Saved entries:
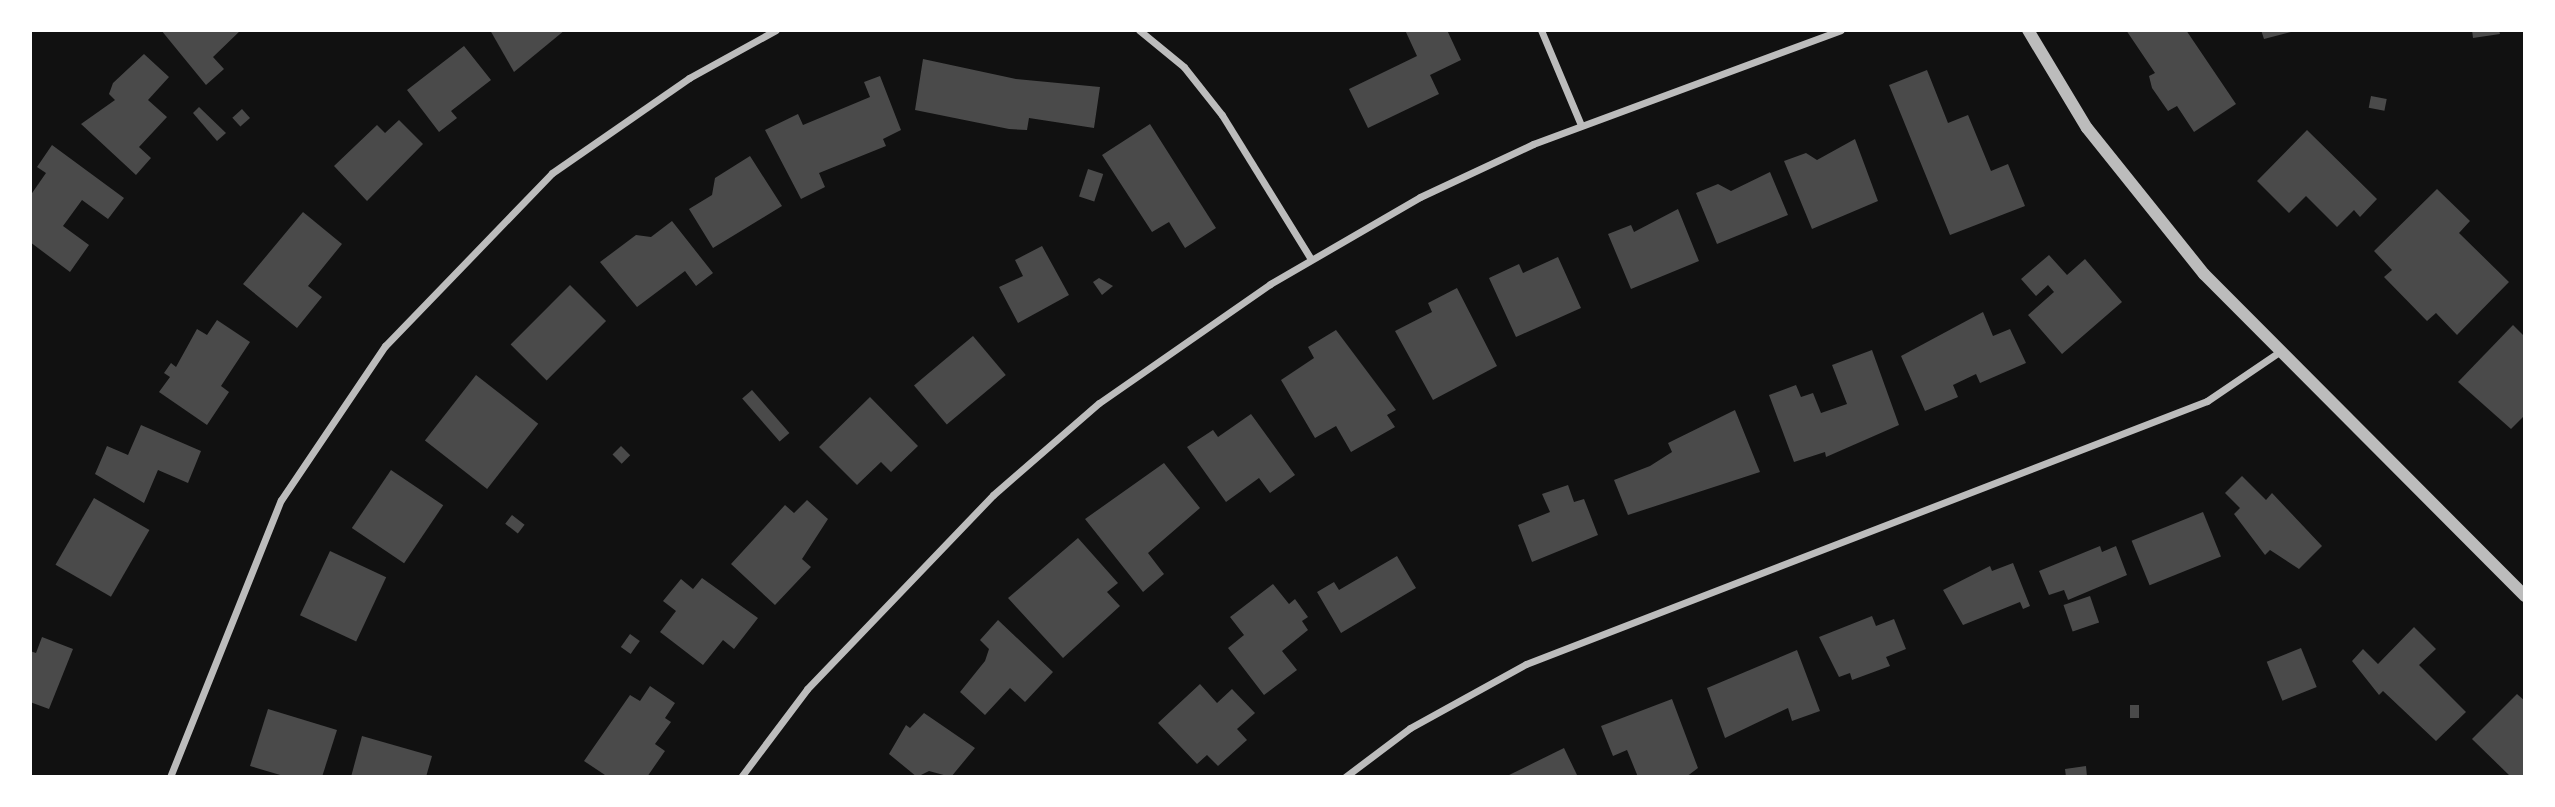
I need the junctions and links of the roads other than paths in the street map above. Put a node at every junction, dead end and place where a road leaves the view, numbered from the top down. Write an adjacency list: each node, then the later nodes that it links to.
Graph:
1 (776, 30): 10 (street)
2 (1139, 30): 7 (street)
3 (1541, 30): 6 (street)
4 (1841, 30): 6 (street)
5 (2028, 30): 8 (street)
6 (1581, 125): 7 (street)
7 (1311, 259): 11 (street)
8 (2279, 352): 9 (street); 12 (street)
9 (2525, 596)
10 (170, 777)
11 (741, 777)
12 (1345, 777)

Work task: Would you mind repeating the records above exactly, without the pictures?

Answer for this exercise:
I need the junctions and links of the roads other than paths in the street map above. Put a node at every junction, dead end and place where a road leaves the view, numbered from the top down. Write an adjacency list: each node, then the later nodes that it links to.
Graph:
1 (776, 30): 10 (street)
2 (1139, 30): 7 (street)
3 (1541, 30): 6 (street)
4 (1841, 30): 6 (street)
5 (2028, 30): 8 (street)
6 (1581, 125): 7 (street)
7 (1311, 259): 11 (street)
8 (2279, 352): 9 (street); 12 (street)
9 (2525, 596)
10 (170, 777)
11 (741, 777)
12 (1345, 777)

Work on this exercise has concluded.